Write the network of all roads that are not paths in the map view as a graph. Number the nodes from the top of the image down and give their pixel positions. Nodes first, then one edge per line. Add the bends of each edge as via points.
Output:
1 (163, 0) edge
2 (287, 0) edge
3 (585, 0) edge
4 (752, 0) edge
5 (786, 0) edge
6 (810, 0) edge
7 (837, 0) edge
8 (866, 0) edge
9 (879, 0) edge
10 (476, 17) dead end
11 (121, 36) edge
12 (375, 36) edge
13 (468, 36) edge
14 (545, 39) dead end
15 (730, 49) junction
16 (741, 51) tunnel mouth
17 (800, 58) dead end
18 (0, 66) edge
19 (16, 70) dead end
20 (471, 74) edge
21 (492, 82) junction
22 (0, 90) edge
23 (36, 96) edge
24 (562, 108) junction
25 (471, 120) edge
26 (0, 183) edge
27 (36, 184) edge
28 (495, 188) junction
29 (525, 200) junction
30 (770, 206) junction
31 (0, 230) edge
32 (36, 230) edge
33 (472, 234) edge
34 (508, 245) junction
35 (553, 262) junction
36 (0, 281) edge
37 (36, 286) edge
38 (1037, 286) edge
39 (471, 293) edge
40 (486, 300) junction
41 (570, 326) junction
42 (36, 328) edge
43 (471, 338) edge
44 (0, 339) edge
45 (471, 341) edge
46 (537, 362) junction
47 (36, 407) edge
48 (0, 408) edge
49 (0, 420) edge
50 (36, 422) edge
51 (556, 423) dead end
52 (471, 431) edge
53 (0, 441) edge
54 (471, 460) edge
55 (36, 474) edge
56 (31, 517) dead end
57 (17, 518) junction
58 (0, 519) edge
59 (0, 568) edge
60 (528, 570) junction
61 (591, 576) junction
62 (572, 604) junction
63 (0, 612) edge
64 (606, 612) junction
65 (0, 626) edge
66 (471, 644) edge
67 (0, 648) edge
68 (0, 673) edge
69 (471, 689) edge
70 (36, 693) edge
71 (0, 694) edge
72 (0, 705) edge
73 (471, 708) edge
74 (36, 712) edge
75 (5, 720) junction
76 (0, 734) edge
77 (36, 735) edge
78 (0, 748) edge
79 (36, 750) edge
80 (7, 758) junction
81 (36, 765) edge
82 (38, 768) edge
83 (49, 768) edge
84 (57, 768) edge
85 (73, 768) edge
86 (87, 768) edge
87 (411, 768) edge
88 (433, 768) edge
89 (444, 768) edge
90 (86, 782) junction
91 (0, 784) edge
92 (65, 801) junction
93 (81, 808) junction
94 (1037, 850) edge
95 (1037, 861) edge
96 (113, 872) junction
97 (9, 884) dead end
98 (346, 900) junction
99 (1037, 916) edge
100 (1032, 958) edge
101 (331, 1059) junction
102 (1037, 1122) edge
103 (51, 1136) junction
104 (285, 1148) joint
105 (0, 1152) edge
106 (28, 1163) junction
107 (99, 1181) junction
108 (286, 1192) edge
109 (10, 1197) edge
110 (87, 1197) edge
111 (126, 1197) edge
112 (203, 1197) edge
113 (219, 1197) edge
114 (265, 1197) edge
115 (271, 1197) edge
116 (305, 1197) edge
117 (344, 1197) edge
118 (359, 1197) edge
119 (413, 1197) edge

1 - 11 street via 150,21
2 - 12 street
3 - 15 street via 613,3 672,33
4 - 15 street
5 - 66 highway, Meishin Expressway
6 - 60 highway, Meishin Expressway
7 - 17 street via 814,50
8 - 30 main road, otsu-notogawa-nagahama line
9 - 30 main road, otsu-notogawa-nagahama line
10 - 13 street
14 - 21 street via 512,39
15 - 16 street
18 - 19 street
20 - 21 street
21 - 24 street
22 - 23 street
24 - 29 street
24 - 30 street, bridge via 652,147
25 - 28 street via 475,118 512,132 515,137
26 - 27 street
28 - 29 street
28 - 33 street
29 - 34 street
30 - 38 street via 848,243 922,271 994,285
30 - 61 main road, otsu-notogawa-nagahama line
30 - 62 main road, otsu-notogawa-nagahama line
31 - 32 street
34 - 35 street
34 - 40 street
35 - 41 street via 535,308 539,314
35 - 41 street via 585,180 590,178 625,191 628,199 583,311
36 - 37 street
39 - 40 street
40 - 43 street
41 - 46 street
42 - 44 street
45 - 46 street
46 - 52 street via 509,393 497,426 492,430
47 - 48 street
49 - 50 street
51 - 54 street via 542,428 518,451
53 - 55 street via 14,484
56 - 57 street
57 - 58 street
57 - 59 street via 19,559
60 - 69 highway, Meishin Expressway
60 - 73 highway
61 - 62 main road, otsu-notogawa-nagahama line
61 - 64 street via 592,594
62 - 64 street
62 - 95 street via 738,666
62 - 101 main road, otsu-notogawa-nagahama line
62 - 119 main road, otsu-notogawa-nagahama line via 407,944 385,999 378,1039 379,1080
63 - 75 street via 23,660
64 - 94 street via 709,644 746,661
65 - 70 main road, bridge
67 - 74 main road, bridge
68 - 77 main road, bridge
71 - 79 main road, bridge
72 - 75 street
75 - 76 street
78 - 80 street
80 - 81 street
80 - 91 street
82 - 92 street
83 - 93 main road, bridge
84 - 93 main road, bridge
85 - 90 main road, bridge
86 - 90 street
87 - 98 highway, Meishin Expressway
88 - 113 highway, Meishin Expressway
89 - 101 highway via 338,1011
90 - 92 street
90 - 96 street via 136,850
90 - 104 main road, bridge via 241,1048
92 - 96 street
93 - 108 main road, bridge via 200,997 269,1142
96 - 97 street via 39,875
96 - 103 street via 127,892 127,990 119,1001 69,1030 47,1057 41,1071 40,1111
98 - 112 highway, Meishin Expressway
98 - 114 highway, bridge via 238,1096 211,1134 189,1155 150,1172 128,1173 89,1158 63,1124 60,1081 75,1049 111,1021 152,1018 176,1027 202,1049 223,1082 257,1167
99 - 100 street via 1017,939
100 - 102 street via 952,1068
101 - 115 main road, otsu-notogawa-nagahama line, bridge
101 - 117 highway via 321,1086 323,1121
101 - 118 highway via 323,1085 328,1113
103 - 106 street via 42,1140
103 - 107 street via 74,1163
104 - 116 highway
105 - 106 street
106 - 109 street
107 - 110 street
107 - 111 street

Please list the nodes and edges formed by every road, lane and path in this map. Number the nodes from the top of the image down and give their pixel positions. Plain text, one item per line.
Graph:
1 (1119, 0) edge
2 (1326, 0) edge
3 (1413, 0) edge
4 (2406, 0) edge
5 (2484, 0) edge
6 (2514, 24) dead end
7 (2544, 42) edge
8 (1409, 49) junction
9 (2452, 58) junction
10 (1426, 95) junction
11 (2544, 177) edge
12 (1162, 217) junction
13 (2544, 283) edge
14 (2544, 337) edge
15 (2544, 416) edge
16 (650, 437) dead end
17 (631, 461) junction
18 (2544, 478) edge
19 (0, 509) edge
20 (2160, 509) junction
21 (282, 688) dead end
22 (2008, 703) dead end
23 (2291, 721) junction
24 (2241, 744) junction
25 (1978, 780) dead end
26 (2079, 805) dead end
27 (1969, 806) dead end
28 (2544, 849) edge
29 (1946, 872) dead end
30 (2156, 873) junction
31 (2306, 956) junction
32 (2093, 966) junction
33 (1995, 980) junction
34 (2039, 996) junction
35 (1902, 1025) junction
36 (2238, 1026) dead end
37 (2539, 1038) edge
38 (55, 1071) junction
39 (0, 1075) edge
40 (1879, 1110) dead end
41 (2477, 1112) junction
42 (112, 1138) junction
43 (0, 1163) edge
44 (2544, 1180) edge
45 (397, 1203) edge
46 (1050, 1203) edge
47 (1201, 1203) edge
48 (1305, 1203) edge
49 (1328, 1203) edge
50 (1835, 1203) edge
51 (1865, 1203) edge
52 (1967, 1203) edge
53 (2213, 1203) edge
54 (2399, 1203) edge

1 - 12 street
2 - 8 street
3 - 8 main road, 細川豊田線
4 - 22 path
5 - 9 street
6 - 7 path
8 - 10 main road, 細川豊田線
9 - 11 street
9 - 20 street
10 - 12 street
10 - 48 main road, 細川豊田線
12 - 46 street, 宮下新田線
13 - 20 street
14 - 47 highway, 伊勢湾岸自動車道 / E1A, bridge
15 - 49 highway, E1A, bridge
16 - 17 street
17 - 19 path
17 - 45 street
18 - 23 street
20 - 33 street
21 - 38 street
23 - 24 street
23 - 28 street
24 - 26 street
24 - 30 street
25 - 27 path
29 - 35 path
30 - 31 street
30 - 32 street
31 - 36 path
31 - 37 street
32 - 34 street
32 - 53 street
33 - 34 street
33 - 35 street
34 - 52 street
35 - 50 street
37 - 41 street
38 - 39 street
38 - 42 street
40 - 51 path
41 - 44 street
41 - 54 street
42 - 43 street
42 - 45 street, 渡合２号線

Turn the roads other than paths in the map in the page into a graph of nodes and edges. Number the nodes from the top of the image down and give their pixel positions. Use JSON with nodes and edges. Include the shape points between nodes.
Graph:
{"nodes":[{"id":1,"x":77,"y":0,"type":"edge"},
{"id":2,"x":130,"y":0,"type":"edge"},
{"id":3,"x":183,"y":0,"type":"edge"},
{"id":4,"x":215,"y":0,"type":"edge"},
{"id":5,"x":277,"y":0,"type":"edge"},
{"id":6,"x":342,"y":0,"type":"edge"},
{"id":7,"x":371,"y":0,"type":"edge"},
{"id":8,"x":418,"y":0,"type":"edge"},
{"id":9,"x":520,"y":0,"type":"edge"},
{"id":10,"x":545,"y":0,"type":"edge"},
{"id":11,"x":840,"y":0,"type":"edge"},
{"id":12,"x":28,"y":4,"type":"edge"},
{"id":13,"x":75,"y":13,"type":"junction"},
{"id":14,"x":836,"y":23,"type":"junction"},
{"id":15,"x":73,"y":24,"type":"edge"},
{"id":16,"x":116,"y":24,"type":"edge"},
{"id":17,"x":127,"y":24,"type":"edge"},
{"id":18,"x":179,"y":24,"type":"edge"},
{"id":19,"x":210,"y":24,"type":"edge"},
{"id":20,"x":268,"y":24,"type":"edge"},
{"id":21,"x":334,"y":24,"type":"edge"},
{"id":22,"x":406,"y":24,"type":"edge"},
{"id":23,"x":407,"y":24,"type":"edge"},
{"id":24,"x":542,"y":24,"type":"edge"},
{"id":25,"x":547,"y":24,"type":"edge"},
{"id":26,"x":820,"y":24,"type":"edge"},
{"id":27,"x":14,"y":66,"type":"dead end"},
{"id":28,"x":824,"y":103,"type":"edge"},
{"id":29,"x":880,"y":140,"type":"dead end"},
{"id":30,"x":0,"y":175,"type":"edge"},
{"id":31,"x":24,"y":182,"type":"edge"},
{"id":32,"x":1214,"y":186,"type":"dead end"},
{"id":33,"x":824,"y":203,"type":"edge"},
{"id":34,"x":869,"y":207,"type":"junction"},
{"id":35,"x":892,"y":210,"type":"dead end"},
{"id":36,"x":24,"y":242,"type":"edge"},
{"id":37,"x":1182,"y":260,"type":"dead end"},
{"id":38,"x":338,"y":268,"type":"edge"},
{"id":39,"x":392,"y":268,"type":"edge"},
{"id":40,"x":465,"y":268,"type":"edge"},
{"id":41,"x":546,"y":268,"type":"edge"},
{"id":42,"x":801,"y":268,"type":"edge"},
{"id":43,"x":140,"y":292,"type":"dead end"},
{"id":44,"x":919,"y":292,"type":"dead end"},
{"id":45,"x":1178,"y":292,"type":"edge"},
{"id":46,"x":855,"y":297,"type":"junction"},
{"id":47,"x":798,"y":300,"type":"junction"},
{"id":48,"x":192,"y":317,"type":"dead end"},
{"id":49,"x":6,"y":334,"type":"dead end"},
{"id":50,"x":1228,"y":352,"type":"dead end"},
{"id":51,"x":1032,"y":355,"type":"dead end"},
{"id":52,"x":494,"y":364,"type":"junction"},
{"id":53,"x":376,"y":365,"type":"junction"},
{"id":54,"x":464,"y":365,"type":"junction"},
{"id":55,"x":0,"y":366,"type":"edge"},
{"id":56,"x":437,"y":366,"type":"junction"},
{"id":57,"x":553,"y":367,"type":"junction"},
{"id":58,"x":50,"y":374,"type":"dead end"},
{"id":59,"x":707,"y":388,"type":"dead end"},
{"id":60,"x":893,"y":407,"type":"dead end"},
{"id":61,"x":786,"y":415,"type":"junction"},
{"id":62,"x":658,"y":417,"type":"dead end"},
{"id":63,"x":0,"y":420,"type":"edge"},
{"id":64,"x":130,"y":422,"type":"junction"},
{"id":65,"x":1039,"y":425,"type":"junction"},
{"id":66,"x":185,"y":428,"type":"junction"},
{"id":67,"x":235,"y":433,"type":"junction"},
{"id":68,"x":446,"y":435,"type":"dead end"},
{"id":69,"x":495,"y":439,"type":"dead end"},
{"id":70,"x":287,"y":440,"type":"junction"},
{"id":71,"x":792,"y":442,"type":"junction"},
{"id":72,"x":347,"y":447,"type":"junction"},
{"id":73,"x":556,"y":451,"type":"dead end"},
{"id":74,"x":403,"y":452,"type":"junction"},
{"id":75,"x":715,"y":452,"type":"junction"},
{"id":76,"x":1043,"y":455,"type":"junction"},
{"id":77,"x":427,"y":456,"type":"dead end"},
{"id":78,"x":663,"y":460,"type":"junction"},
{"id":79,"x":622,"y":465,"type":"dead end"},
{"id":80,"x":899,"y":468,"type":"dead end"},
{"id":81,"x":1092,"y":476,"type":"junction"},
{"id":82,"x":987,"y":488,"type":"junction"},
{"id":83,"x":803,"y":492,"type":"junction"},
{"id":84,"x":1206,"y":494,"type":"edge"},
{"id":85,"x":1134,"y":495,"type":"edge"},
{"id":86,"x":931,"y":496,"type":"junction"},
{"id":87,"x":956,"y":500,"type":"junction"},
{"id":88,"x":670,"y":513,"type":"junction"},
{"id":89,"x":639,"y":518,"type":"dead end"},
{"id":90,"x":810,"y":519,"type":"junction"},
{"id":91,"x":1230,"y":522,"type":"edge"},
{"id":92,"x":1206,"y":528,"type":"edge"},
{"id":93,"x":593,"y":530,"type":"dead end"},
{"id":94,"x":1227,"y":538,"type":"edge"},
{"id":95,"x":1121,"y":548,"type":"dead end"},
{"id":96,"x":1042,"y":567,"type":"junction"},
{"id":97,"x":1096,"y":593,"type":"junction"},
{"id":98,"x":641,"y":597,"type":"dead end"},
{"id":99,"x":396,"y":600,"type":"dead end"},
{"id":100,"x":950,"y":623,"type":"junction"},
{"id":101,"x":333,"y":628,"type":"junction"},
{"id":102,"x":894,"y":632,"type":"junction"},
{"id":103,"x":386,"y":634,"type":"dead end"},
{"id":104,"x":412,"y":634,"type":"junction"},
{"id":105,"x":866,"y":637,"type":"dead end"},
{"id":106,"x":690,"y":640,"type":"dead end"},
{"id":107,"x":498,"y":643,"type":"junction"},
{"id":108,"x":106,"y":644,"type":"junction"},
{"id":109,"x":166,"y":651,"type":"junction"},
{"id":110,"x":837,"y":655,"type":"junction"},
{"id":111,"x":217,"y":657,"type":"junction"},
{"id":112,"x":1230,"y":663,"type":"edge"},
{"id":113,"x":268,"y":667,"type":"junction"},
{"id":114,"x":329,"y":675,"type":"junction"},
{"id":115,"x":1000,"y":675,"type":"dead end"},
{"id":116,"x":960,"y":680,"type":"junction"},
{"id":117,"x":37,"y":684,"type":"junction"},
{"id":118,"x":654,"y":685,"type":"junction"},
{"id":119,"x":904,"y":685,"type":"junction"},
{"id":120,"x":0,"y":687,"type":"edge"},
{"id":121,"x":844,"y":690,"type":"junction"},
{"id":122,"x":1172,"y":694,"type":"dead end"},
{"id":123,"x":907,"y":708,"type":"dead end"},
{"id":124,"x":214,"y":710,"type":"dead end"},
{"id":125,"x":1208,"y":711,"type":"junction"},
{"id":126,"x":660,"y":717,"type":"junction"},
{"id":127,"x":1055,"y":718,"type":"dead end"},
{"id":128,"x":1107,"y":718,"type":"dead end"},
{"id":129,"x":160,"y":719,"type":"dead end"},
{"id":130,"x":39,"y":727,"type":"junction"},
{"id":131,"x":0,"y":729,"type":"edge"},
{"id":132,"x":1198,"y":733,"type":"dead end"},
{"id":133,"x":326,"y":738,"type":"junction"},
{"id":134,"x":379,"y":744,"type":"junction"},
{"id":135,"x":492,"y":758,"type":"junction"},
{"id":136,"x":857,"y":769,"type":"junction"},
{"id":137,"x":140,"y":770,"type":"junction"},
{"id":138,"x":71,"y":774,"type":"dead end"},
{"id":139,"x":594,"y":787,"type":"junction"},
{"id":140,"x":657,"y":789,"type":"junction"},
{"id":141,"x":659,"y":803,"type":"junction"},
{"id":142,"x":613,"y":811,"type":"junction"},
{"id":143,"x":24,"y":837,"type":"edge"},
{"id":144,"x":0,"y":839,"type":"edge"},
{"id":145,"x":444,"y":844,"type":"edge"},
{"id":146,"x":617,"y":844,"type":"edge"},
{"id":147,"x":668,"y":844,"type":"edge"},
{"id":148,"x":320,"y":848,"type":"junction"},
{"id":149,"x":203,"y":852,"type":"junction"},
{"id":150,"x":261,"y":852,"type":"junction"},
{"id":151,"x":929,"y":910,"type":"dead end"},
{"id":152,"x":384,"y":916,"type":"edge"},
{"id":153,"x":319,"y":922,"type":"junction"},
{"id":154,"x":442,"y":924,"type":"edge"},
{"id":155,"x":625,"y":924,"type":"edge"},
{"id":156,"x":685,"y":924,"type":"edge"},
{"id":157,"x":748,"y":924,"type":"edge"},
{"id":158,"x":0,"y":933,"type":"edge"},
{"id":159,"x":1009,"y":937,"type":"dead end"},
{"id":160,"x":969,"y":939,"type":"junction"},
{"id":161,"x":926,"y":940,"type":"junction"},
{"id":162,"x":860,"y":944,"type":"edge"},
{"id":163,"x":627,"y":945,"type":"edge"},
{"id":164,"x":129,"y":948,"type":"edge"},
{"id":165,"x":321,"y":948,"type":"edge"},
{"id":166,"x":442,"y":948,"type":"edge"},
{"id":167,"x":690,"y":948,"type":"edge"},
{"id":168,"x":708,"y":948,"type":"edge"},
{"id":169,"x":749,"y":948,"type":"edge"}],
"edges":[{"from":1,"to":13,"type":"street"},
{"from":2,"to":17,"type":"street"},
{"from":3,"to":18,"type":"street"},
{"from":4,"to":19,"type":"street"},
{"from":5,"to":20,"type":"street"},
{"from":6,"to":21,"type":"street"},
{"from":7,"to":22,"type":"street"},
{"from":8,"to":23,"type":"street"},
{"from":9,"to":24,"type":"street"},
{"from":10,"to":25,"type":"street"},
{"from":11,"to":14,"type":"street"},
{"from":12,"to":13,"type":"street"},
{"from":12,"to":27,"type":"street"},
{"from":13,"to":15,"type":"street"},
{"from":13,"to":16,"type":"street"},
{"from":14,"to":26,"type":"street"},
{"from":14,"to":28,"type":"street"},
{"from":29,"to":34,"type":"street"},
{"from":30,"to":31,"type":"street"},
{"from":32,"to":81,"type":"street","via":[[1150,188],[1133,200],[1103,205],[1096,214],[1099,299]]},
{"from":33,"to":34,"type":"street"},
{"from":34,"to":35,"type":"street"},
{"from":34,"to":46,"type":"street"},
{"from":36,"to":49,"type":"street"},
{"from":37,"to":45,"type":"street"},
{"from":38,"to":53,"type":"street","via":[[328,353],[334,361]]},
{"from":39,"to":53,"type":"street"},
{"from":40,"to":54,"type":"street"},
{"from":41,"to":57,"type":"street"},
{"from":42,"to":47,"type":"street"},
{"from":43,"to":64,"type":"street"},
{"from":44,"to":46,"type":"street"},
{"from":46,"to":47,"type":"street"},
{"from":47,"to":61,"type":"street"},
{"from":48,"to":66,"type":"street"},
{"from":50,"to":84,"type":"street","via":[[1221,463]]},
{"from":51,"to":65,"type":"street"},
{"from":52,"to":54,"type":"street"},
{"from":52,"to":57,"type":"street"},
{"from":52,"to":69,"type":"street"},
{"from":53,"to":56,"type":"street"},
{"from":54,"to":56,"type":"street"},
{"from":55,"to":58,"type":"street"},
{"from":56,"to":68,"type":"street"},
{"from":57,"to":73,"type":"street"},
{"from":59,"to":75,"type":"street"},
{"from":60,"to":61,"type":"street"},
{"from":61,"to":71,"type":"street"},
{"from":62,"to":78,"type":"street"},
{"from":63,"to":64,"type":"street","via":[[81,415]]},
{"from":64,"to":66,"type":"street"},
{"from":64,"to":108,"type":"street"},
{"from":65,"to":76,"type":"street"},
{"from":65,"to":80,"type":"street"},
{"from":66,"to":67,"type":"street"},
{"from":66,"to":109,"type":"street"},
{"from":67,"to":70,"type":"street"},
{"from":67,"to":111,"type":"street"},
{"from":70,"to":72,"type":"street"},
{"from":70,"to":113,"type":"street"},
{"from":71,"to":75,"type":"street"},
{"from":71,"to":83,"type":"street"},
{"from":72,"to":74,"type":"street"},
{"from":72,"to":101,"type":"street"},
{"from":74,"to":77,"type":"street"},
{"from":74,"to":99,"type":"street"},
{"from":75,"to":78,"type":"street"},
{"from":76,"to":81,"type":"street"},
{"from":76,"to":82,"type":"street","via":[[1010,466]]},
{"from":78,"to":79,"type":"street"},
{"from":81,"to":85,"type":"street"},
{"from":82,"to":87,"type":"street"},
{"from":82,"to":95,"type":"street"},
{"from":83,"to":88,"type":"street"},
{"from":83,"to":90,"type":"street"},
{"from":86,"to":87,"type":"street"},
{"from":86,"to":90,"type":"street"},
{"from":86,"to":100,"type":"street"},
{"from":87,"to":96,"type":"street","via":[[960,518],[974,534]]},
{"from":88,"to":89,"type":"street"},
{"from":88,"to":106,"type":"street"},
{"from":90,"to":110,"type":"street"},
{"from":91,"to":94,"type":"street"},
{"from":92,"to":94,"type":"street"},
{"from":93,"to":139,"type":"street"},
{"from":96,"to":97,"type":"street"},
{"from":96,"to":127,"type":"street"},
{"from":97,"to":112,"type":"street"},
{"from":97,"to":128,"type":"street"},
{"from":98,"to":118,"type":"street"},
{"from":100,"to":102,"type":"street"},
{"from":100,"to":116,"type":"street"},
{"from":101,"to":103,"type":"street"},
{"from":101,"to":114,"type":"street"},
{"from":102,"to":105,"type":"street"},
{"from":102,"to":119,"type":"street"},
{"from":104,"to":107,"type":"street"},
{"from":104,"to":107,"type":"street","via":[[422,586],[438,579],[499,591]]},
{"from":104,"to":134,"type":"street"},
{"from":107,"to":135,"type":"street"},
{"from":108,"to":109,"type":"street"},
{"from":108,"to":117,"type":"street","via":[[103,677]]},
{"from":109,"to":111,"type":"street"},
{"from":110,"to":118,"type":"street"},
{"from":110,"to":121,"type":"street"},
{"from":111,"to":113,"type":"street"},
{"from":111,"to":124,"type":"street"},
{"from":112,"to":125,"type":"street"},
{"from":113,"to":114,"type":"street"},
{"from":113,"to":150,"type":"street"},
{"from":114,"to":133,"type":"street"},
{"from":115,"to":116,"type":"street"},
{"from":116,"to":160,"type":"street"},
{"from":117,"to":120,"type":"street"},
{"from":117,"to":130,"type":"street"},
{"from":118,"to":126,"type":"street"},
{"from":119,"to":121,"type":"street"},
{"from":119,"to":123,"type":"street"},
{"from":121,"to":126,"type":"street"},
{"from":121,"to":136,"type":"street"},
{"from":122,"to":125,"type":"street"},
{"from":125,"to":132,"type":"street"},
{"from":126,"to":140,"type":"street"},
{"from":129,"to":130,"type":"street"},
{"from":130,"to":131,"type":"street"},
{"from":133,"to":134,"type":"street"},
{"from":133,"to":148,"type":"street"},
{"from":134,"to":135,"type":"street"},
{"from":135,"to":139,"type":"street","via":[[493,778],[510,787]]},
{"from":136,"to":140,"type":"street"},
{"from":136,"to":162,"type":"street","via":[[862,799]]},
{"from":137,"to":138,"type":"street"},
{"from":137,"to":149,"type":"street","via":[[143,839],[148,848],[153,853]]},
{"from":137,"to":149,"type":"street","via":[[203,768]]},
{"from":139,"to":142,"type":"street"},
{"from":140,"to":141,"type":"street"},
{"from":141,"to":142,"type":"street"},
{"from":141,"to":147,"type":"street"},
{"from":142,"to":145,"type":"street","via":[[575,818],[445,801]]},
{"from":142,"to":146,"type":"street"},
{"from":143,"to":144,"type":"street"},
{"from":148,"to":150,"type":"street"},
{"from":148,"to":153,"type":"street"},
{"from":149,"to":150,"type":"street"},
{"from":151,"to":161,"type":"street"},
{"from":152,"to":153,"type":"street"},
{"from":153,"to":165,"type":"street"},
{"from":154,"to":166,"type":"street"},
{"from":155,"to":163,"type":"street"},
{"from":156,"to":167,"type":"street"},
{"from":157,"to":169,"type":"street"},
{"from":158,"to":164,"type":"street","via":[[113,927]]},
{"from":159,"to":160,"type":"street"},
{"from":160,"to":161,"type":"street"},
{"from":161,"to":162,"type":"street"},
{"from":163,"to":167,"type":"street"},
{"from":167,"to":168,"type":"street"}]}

+--

● ASSIGNMENT
Copy out each line of the data where the string "notogawa" appears.

● ANSWER TO THIS PROBLEM
8 - 30 main road, otsu-notogawa-nagahama line
9 - 30 main road, otsu-notogawa-nagahama line
30 - 61 main road, otsu-notogawa-nagahama line
30 - 62 main road, otsu-notogawa-nagahama line
61 - 62 main road, otsu-notogawa-nagahama line
62 - 101 main road, otsu-notogawa-nagahama line
62 - 119 main road, otsu-notogawa-nagahama line via 407,944 385,999 378,1039 379,1080
101 - 115 main road, otsu-notogawa-nagahama line, bridge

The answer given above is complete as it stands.